We recently sat down with Jacqueline Twillie, Founder of ZeroGap, Master Negotiator and Women's Leadership Strategist. She is a two-time best selling author of the books Navigating The Career Jungle and Don't Leave Money On The Table. Jacqueline coaches women in male dominated industries and shared some of the misconceptions women have when it comes to negotiating. She breaks down the myth verses the fact. Here are the top six that she frequently encounters.

MYTH: Good Negotiators Are Born Not Made
FACT: This myth assumes that good negotiators are born with an innate ability to persuade others. In truth, their skill is the result of much effort and hours of preparation. Negotiation is a learned skill. It can be acquired and improved.

MYTH: Negotiation is Competitive
FACT: Negotiation skills can be used to create collaborative partnerships and help dispel potential conflicts. Creating mutually-beneficial outcomes is the mark of an expert negotiator. Think collaboration over winning.
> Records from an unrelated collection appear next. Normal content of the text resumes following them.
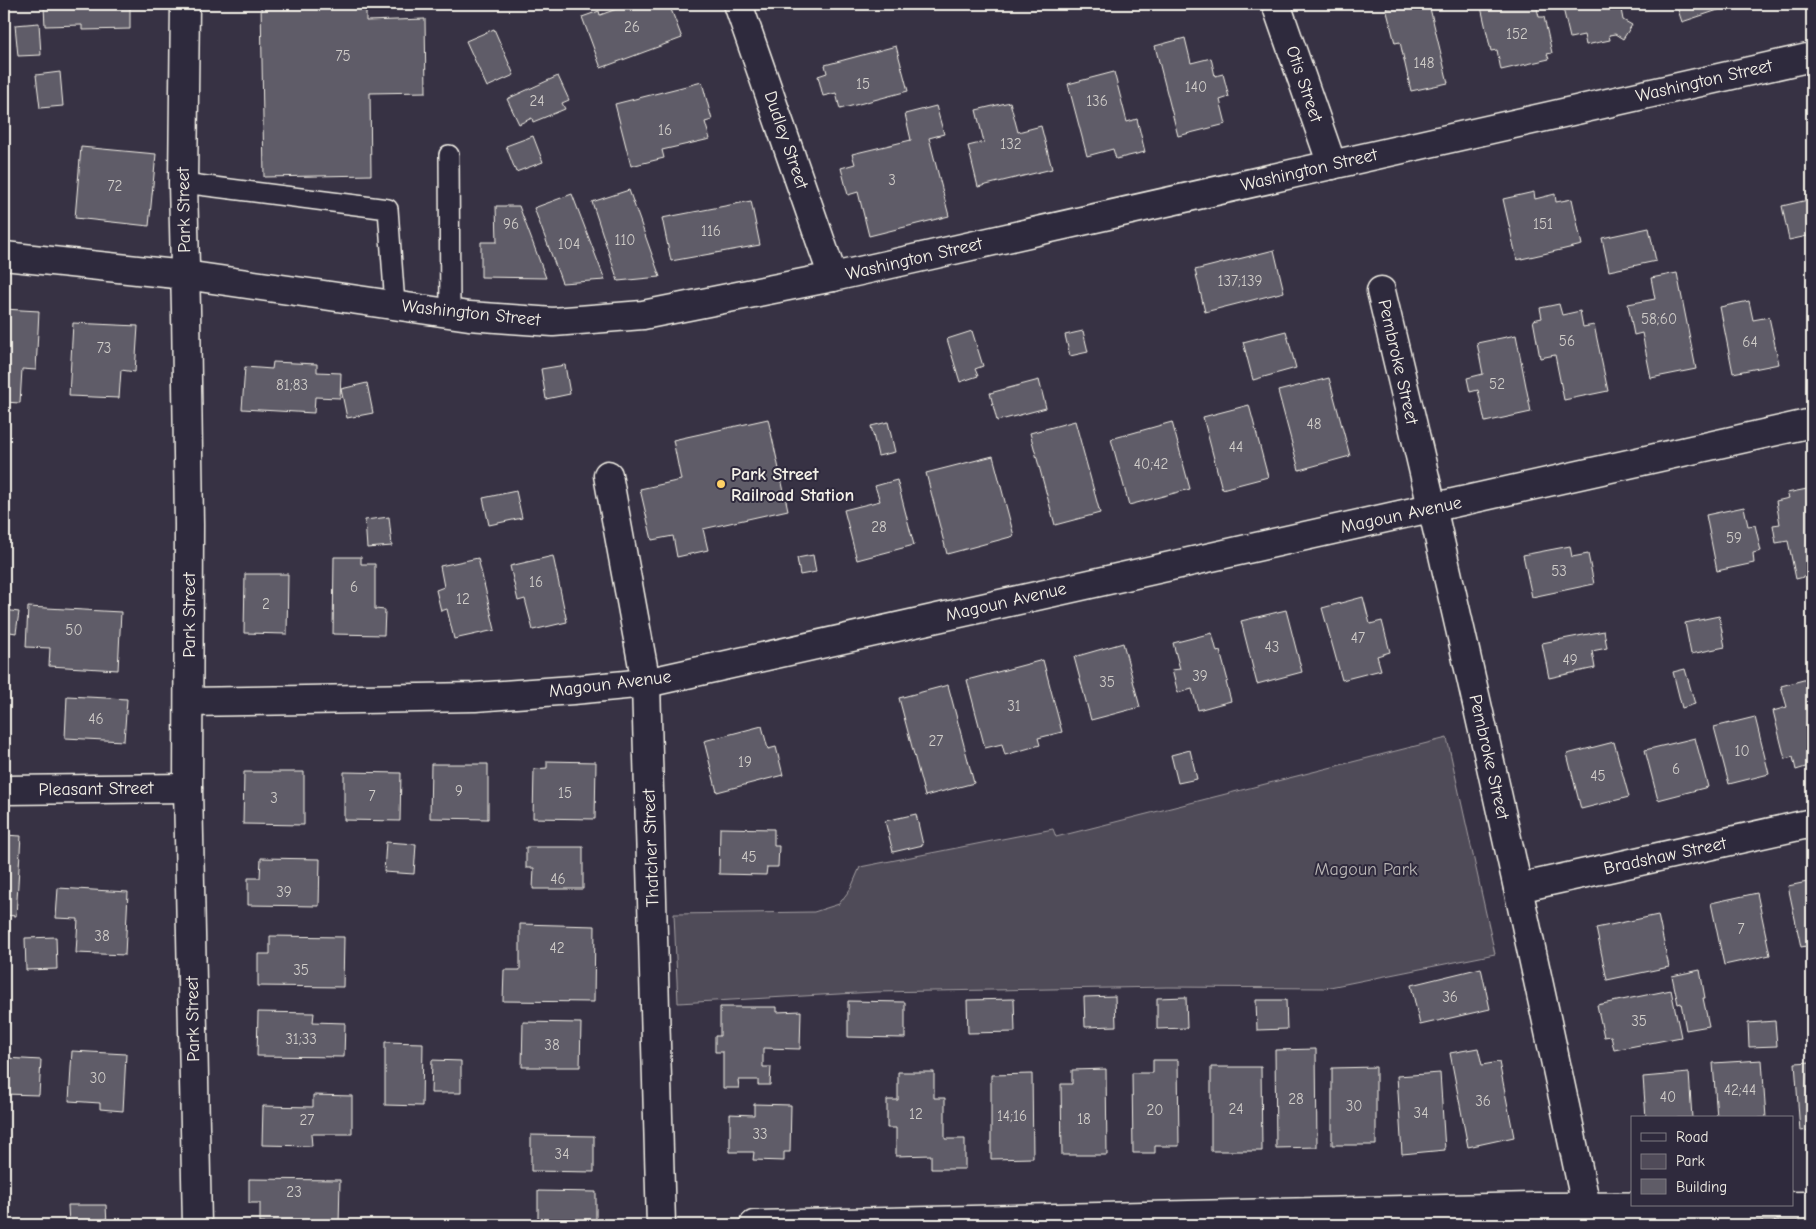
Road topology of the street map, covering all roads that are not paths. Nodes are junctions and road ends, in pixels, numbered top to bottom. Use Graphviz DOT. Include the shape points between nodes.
graph roads {
  1 [pos="185,4"];
  2 [pos="738,4"];
  3 [pos="1276,4"];
  4 [pos="1812,57"];
  5 [pos="449,155"];
  6 [pos="1332,165"];
  7 [pos="183,183"];
  8 [pos="4,256"];
  9 [pos="186,275"];
  10 [pos="833,277"];
  11 [pos="1381,291"];
  12 [pos="395,304"];
  13 [pos="450,313"];
  14 [pos="1812,423"];
  15 [pos="608,475"];
  16 [pos="1433,508"];
  17 [pos="646,683"];
  18 [pos="189,702"];
  19 [pos="188,788"];
  20 [pos="4,790"];
  21 [pos="1812,824"];
  22 [pos="1518,888"];
  23 [pos="1812,1206"];
  24 [pos="1586,1216"];
  25 [pos="1151,1220"];
  26 [pos="197,1225"];
  27 [pos="661,1225"];
  28 [pos="754,1225"];
  1 -- 7 [label="street, Park Street"];
  2 -- 10 [label="street, Dudley Street"];
  3 -- 6 [label="street, Otis Street"];
  4 -- 6 [label="street, Washington Street"];
  5 -- 13 [label="lane"];
  6 -- 10 [label="street, Washington Street"];
  7 -- 9 [label="street, Park Street"];
  7 -- 12 [label="lane" via="388,209"];
  8 -- 9 [label="street, Washington Street"];
  9 -- 12 [label="street, Washington Street"];
  9 -- 18 [label="street, Park Street"];
  10 -- 13 [label="street, Washington Street" via="643,315 553,322"];
  11 -- 16 [label="street, Pembroke Street"];
  12 -- 13 [label="street, Washington Street"];
  14 -- 16 [label="street, Magoun Avenue"];
  15 -- 17 [label="street, Thatcher Street"];
  16 -- 17 [label="street, Magoun Avenue"];
  16 -- 22 [label="street, Pembroke Street"];
  17 -- 18 [label="street, Magoun Avenue" via="475,697"];
  17 -- 27 [label="street, Thatcher Street"];
  18 -- 19 [label="street, Park Street"];
  19 -- 20 [label="street, Pleasant Street"];
  19 -- 26 [label="street, Park Street"];
  21 -- 22 [label="street, Bradshaw Street"];
  22 -- 24 [label="street, Pembroke Street"];
  23 -- 24 [label="street"];
  24 -- 25 [label="street"];
  25 -- 28 [label="street"];
}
MYTH: You Must Lie to Negotiate
FACT: It is crucial to negotiate with integrity, which precludes the use of out-and-out lying. When you lie your opponent will eventually lose trust. However, being truthful doesn't mean showing the other party all your cards. The omission of facts isn't lying, it's just common sense.

MYTH: Never Show Emotion When Negotiating
FACT: Recent research indicates that if you appear favorable your opponents take positive cues from you. Emotions are contagious, so it is wise to form them into a positive mindset. When humans are in a positive frame of mind they are more likely to think creatively and ultimately expand the pie.

MYTH: Nice Guys Finish Last
FACT: The best negotiators are those who communicate effectively with the other party. Collaborative, integrative deals are much more likely to form with a cooperative rather than a contentious approach.

MYTH: There's a Winner and a Loser in Every Negotiation
FACT: This one is a self-fulfilling prophecy. If one goes into a negotiation with a transactional, "win-lose" mindset, that's precisely what's going to happen. By bringing other issues to the table, both parties can end up with more than what they started with, resulting in a win-win negotiation.